Monday, 9 December 2013

Untuk Rikinaldo #2 Tim Advokasi



7 Desember 2013

Hujan belum juga reda ketika aku sedang menunggu di perpustakaan kota sembari mencari-cari bahan untuk kultweet Sschild Jogja. Jam tangan sudah menunjukkan pukul dua lewat tiga puluh menit, belum satu pun kawan yang menghubungiku. Anak-anak Sschild Jogja sebenarnya sepakat untuk bertemu di Legend Café di Kridosono pukul dua siang untuk membahas kasus Riki-Pletho.

Baru pada pukul 3 sore kawanku ikhsan menelponku dan dia sudah berada di Legend Café. Aku segera meluncur kesana di tengah hujan yang mulai reda. Sesampai disana, kawan Beki, Reza dan Ihya sudah menunggu, entah berapa lama.

Aku menjelaskan tujuan dari pembentukan tim advokasi Riki-Pletho sebelum berbicara mengenai detail kasusnya. Kami sepakat pembentukan tim ini hanya untuk mengawal proses peradilan adek kami agar terhindar dari tindakan diskriminatif dan sesuai dengan undang-undang yang berlaku (mempertimbangkan UU Perlindungan Anak).

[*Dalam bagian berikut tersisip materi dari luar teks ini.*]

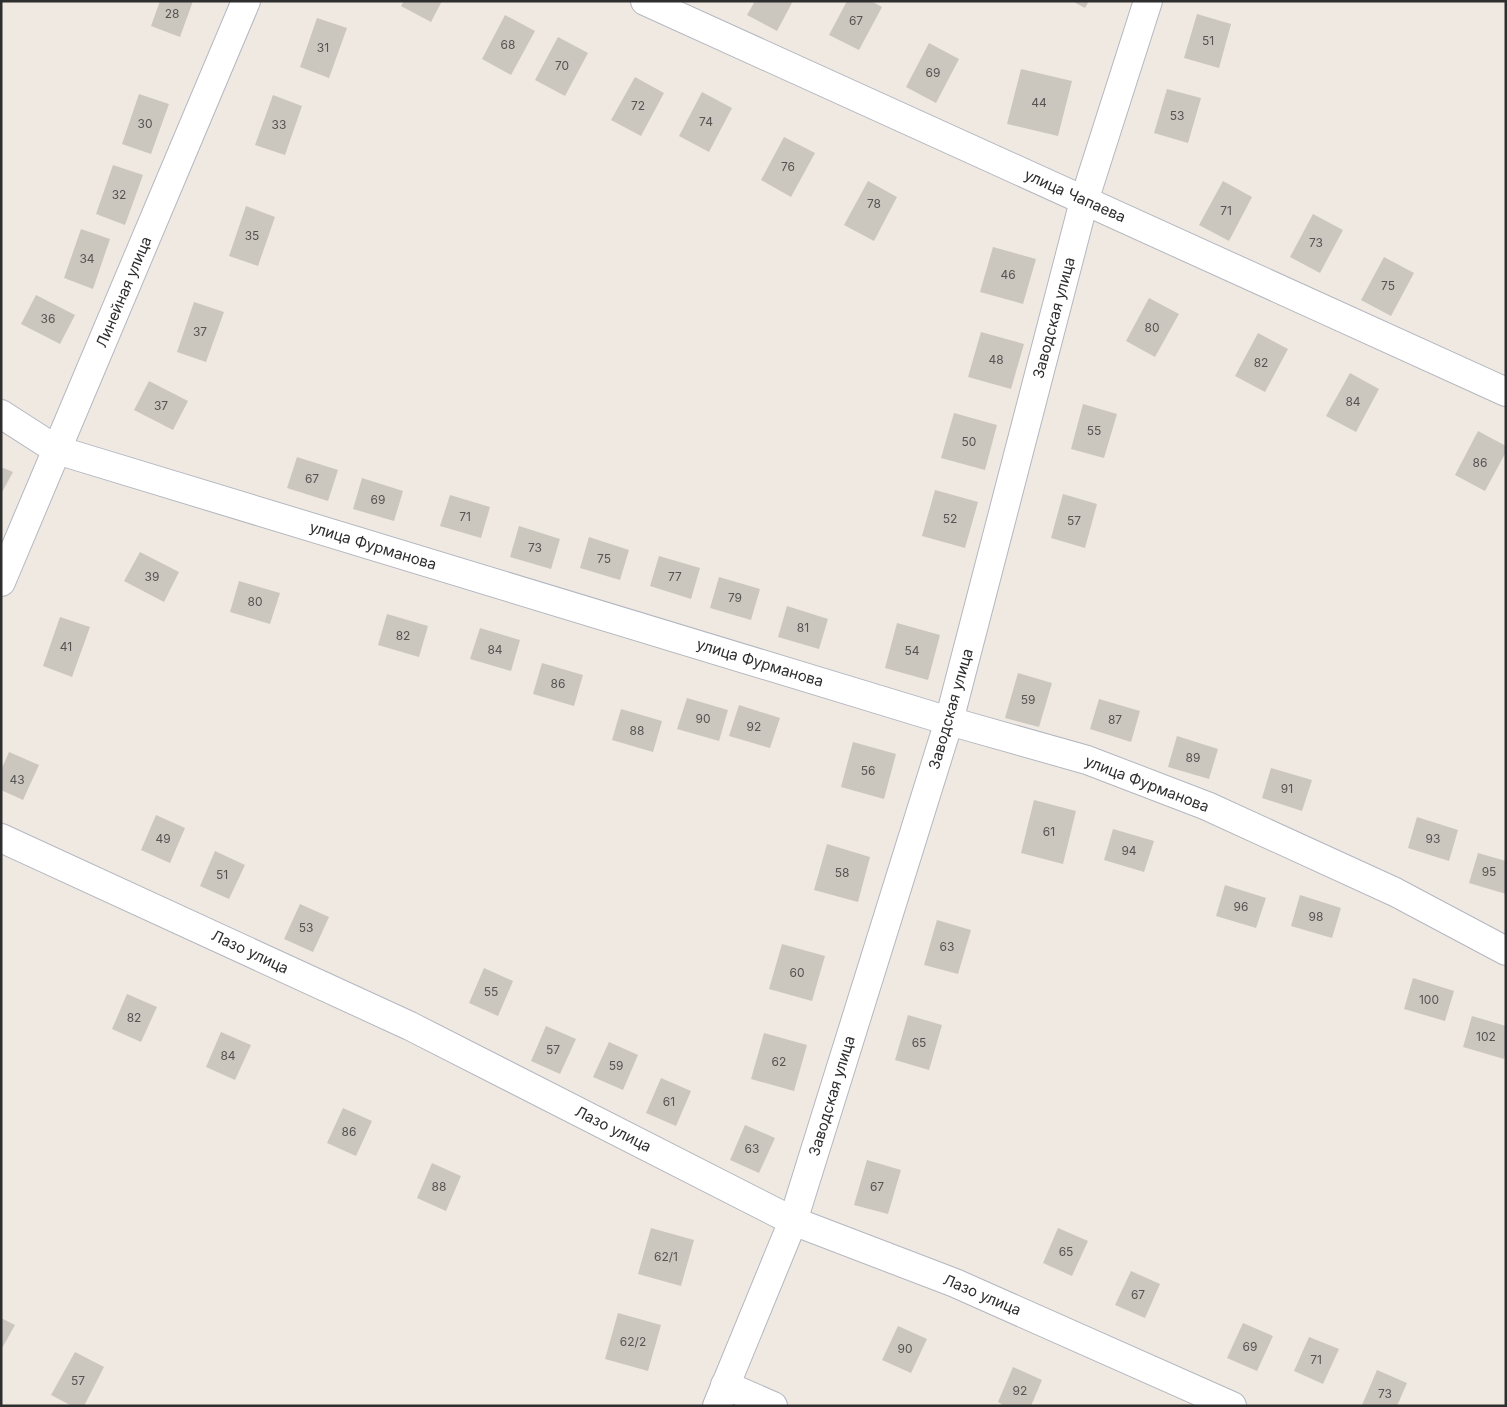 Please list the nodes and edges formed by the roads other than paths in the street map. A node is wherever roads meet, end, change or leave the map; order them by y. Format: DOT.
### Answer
graph roads {
  1 [pos="246,1"];
  2 [pos="645,1"];
  3 [pos="1148,1"];
  4 [pos="1084,200"];
  5 [pos="1506,392"];
  6 [pos="1,414"];
  7 [pos="57,450"];
  8 [pos="1,582"];
  9 [pos="949,721"];
  10 [pos="1,838"];
  11 [pos="1506,951"];
  12 [pos="793,1221"];
  13 [pos="721,1396"];
  14 [pos="773,1406"];
  15 [pos="1232,1406"];
  1 -- 7 [label="street, Линейная улица"];
  2 -- 4 [label="street, улица Чапаева"];
  3 -- 4 [label="street, Заводская улица"];
  4 -- 5 [label="street, улица Чапаева"];
  4 -- 9 [label="street, Заводская улица"];
  6 -- 7 [label="street, улица Фурманова"];
  7 -- 8 [label="street, Линейная улица"];
  7 -- 9 [label="street, улица Фурманова"];
  9 -- 11 [label="street, улица Фурманова"];
  9 -- 12 [label="street, Заводская улица"];
  10 -- 12 [label="street, Лазо улица"];
  12 -- 13 [label="street, Заводская улица"];
  12 -- 15 [label="street, Лазо улица"];
  13 -- 14 [label="street"];
} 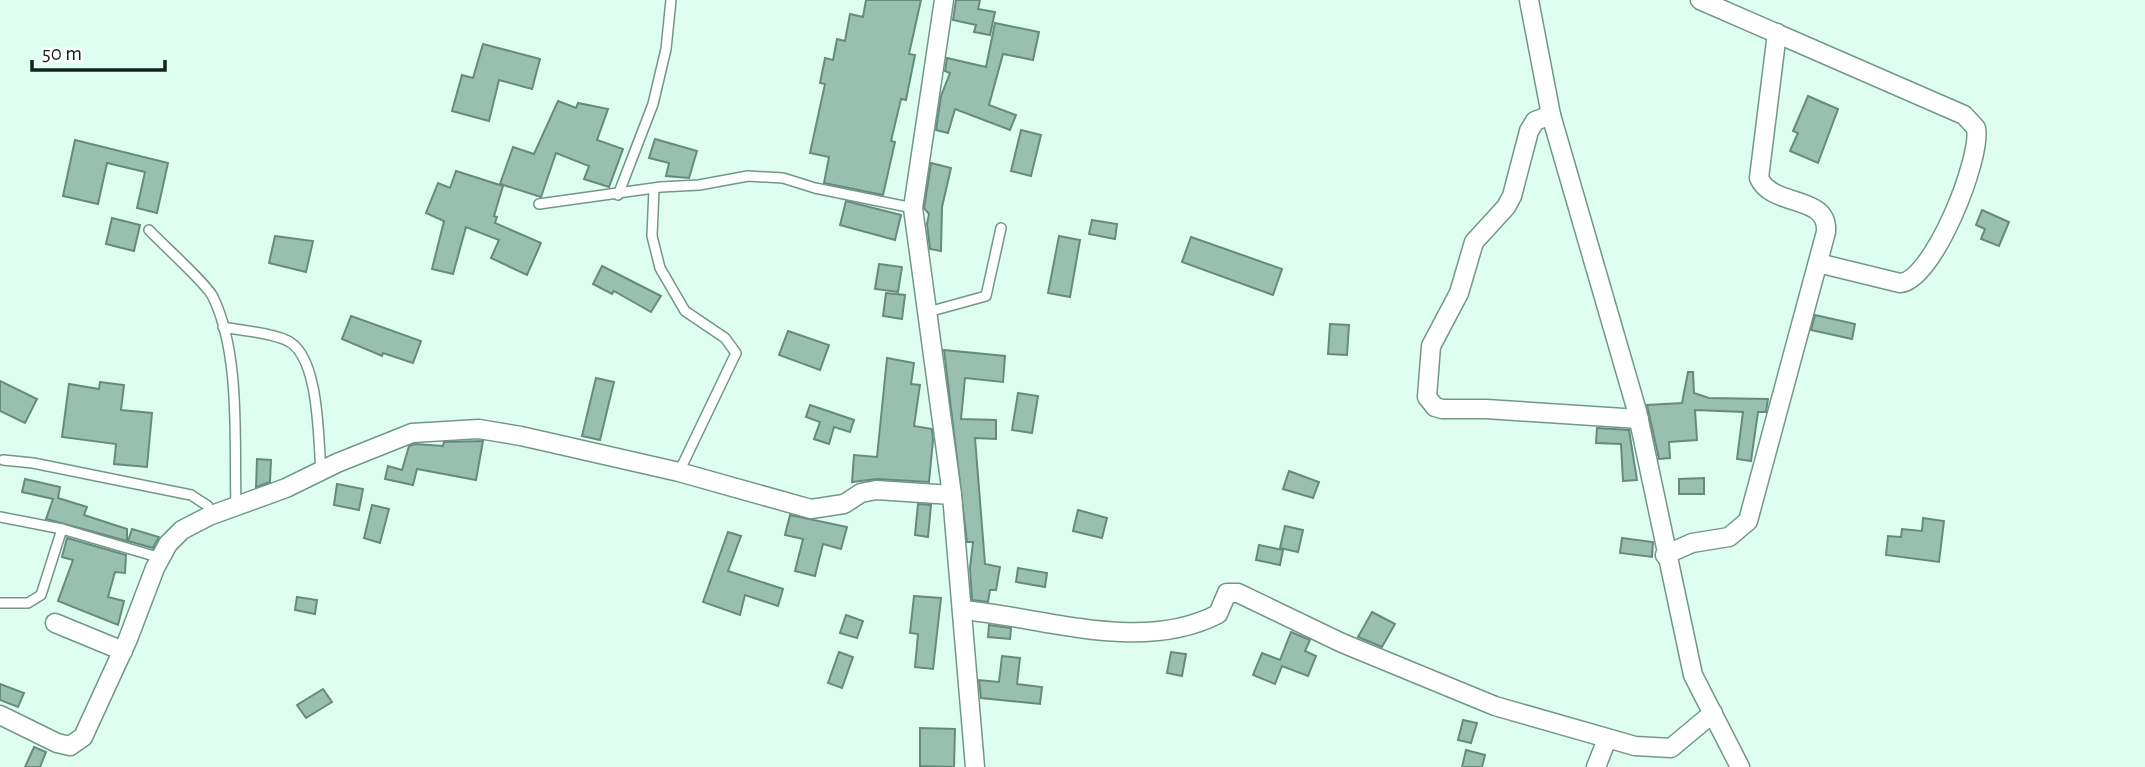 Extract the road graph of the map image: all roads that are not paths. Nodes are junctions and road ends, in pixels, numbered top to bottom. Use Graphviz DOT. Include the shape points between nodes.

Sekali lagi aku masih belum percaya kalau Riki terlibat dalam kasus pencurian sepeda. Padahal Riki yang kami kenal adalah sosok anak yang pendiam dan baik. Memang dia adalah anak yang besar dan hidup di kehidupan jalanan yang keras dan kasar. Bahkan pengakuan dari Bu Waginah yang aku temui kemarin mengatakan bahwa Riki itu sebenarnya anak yang baik. Entah kenapa dia bersedia melakukan pencurian sepeda bersama kawannya.

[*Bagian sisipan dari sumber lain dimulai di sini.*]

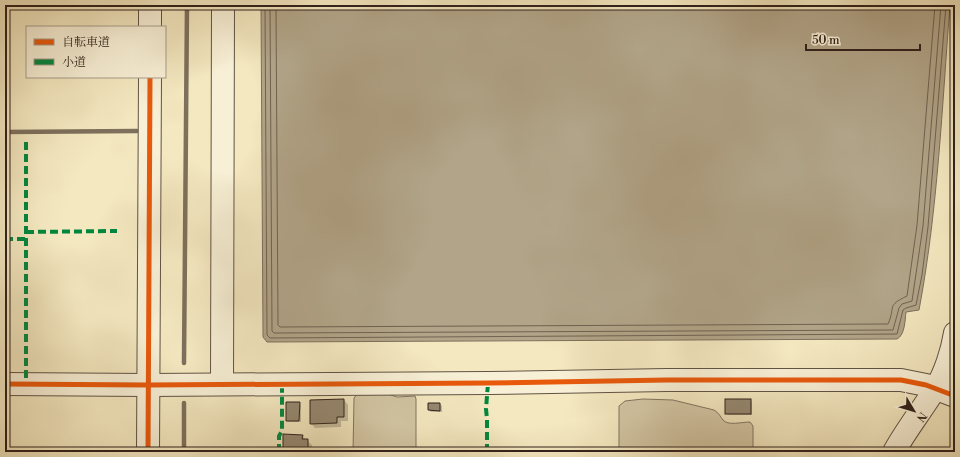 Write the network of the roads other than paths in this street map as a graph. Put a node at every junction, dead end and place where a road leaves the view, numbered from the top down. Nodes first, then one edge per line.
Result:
1 (150, 5) edge
2 (223, 5) edge
3 (150, 26) edge
4 (150, 78) edge
5 (955, 333) edge
6 (5, 384) edge
7 (222, 384) junction
8 (148, 385) junction
9 (946, 392) edge
10 (148, 452) edge
11 (894, 452) edge

1 - 3 street
2 - 7 street
4 - 8 street
5 - 9 street
6 - 8 street
7 - 8 street
7 - 9 street
8 - 10 street
9 - 11 street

Aku mencoba menceritakan kronologi kasus pencurian itu semampuku karena sejauh ini aku hanya mendapat informasi dari Bu Ginah saja. Ceritanya Riki ini hanya diajak ketika Pletho dan Iwan berniat melakukan aksi pencurian. Riki katanya diminta untuk “berjaga” di depan tkp yaitu pondok pesantren Al Barokah. Ketika Pletho ditangkap oleh warga ketika melakukan aksinya, Riki hanya bisa diam terpaku melihat kawannya digiring warga. Dia pun juga turut digiring oleh warga ke Kapolsek Tegalrejo. Secuil kronologi itulah yang menjadi pijakan awal kami. 

Ada beberapa strategi yang kami diskusikan. Pertama, kami sepakat untuk membentuk tim advokasi Riki-Pletho yng terdiri dari aku dan Reza. Advokasi lewat jalur litigasi dan non-litigasi.

Melalui jalur litigasi kami akan menghubungi LBH Yogyakarta. Hari jumat kemarin kami sudah kesana, sayang para ahli hukumnya sudah pada pulang. Jadi Hari Senin akan kesana lagi. Timbul pertanyaan terkait biaya. Walau LBH memberikan akses gratis bagi warga miskin, tetapi hal tersebut harus dibuktikan dengan kartu miskin atau KMS. Nah, how about Riki-Pletho? Mereka sama sekali tidak memiliki identitas-identitas tersebut. Ibarat handhone, mereka adalah handhone batangan.

Selain itu kami juga akan mengupayakan bantuan dari pihak lain seperti PKBI atau dinas sosial. Waktu telepon dengan Mbak Kiki, dia menyarankan untuk meminta diskresi dari polisi terkait kasus ini. Dia mengatakan mungkin perlu lembaga yang menjamin adek-adek kami. PKBI dan Dinsos mungkin adalah lembaga yang cukup representatif untuk kasus ini. 

Jalur non-litigasi akan kami tempuh dengan melakukan pendekatan secara kekeluargaan kepada orang-orang yang menuntut Riki-Pletho. Sejauh ini kami belum memiliki gambaran jelas siapa yang menuntut Riki-Pletho. Sepertinya kami harus kembali ke Kapolsek Tegalrejo untuk meminta detail datanya.

Kami sadar bahwa strategi kami ini memang belum terencana dengan baik dan masih terkesan meraba-raba untuk mencari solusi riilnya. Tetapi bukankah solusi adalah sebuah pencarian bukan penantian? Data-data sederhana yang kami peroleh dan semangat adalah pijakan pertama kami untuk mencari solusi permasalahan ini.